▶ Exercise instructions: Go over the data and keep only the lines that include "image".

+ + + + + + +

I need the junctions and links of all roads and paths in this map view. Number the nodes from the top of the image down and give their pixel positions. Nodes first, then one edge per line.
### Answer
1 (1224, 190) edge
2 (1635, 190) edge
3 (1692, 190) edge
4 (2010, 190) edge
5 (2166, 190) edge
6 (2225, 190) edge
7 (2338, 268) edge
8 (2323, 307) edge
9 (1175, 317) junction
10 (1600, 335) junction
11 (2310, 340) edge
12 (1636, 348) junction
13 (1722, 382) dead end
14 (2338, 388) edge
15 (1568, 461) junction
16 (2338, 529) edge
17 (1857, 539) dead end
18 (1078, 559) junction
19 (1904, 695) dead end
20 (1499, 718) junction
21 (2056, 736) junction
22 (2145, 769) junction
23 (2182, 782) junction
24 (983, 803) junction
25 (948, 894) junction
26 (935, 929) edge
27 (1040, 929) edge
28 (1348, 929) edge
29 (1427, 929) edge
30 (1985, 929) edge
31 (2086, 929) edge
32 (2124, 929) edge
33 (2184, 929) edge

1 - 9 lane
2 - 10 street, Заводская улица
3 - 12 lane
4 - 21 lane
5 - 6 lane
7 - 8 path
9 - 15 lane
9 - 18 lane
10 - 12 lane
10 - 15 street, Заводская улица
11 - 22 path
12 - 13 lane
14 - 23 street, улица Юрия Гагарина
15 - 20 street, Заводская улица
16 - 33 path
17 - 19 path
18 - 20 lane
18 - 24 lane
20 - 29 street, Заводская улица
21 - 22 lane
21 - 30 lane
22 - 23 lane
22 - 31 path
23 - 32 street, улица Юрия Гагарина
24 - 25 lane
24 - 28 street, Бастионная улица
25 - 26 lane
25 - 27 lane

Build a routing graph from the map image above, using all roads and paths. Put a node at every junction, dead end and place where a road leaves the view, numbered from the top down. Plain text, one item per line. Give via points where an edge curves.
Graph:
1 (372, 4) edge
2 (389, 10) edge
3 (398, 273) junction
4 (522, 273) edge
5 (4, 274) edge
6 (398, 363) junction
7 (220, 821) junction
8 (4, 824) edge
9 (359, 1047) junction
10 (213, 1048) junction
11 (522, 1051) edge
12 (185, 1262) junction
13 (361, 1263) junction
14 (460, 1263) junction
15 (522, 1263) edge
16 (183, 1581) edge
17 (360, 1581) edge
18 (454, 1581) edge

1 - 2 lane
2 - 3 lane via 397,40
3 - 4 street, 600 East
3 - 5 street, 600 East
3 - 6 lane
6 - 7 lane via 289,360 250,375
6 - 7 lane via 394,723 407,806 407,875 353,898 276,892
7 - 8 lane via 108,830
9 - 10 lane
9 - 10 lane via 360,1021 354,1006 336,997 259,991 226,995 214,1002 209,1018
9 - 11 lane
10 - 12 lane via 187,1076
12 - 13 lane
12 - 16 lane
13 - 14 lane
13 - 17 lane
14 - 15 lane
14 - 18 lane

+ + + + + + +

▶ Result:
I need the junctions and links of all roads and paths in this map view. Number the nodes from the top of the image down and give their pixel positions. Nodes first, then one edge per line.
Build a routing graph from the map image above, using all roads and paths. Put a node at every junction, dead end and place where a road leaves the view, numbered from the top down. Plain text, one item per line. Give via points where an edge curves.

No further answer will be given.